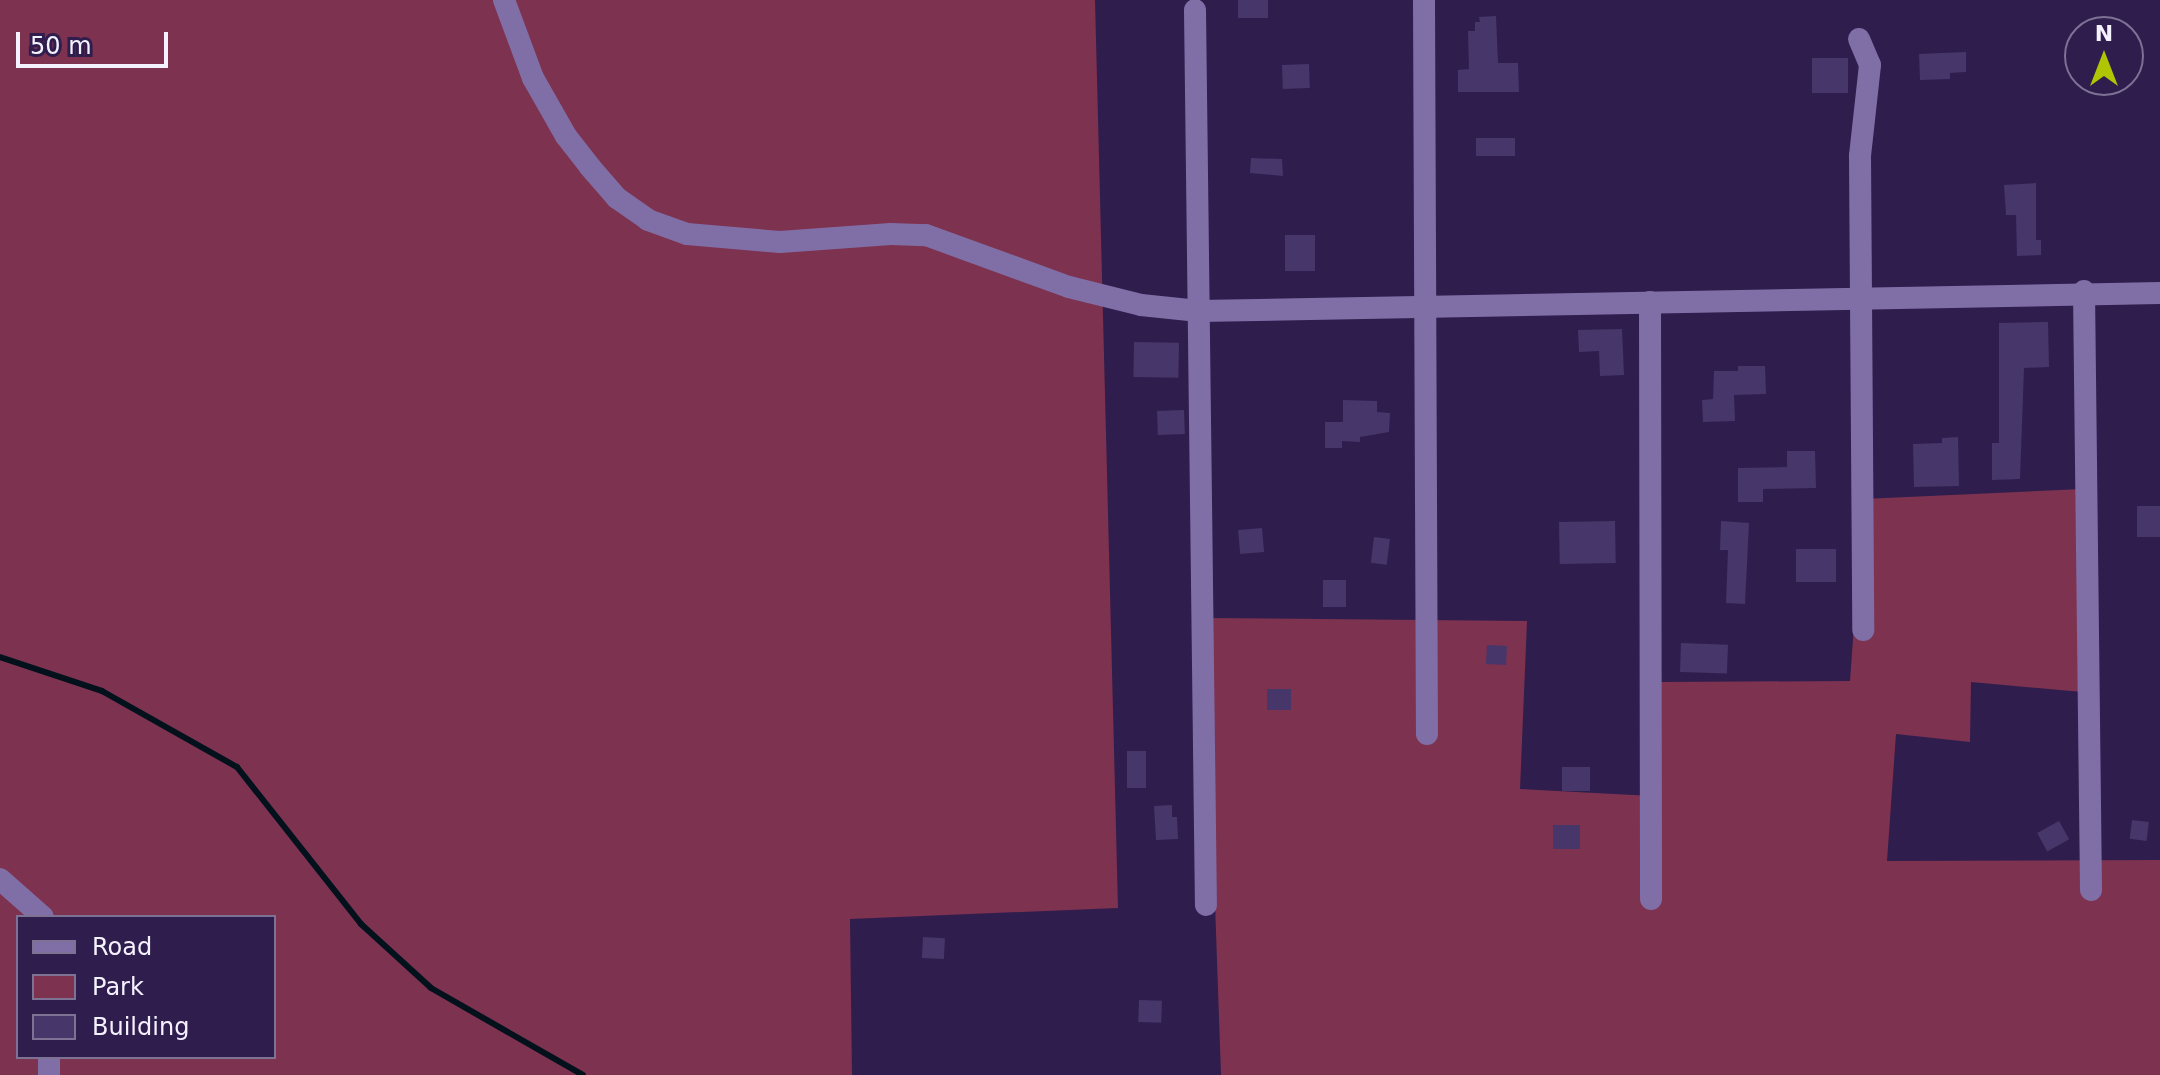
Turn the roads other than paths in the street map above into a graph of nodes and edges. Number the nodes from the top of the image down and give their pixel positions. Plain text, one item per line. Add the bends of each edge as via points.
1 (504, 0) edge
2 (1424, 0) edge
3 (1195, 10) dead end
4 (1859, 39) dead end
5 (2084, 291) junction
6 (2160, 293) edge
7 (1862, 298) junction
8 (1650, 302) junction
9 (1424, 307) junction
10 (1199, 311) junction
11 (1863, 630) dead end
12 (1427, 734) dead end
13 (0, 879) edge
14 (2091, 890) dead end
15 (1651, 899) dead end
16 (1206, 905) dead end
17 (41, 915) edge

1 - 10 street via 533,78 566,136 617,198 648,220 687,234 780,242 926,235 1069,287 1141,305
2 - 9 street
3 - 10 street
4 - 7 street via 1870,65 1860,156
5 - 6 street
5 - 7 street
5 - 14 street
7 - 8 street
7 - 11 street
8 - 9 street
8 - 15 street
9 - 10 street
9 - 12 street
10 - 16 street
13 - 17 street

==============================

_About this task_
Repeat every record above exactly, but leave out any pictures.

_Your solution_
Turn the roads other than paths in the street map above into a graph of nodes and edges. Number the nodes from the top of the image down and give their pixel positions. Plain text, one item per line. Add the bends of each edge as via points.
1 (504, 0) edge
2 (1424, 0) edge
3 (1195, 10) dead end
4 (1859, 39) dead end
5 (2084, 291) junction
6 (2160, 293) edge
7 (1862, 298) junction
8 (1650, 302) junction
9 (1424, 307) junction
10 (1199, 311) junction
11 (1863, 630) dead end
12 (1427, 734) dead end
13 (0, 879) edge
14 (2091, 890) dead end
15 (1651, 899) dead end
16 (1206, 905) dead end
17 (41, 915) edge

1 - 10 street via 533,78 566,136 617,198 648,220 687,234 780,242 926,235 1069,287 1141,305
2 - 9 street
3 - 10 street
4 - 7 street via 1870,65 1860,156
5 - 6 street
5 - 7 street
5 - 14 street
7 - 8 street
7 - 11 street
8 - 9 street
8 - 15 street
9 - 10 street
9 - 12 street
10 - 16 street
13 - 17 street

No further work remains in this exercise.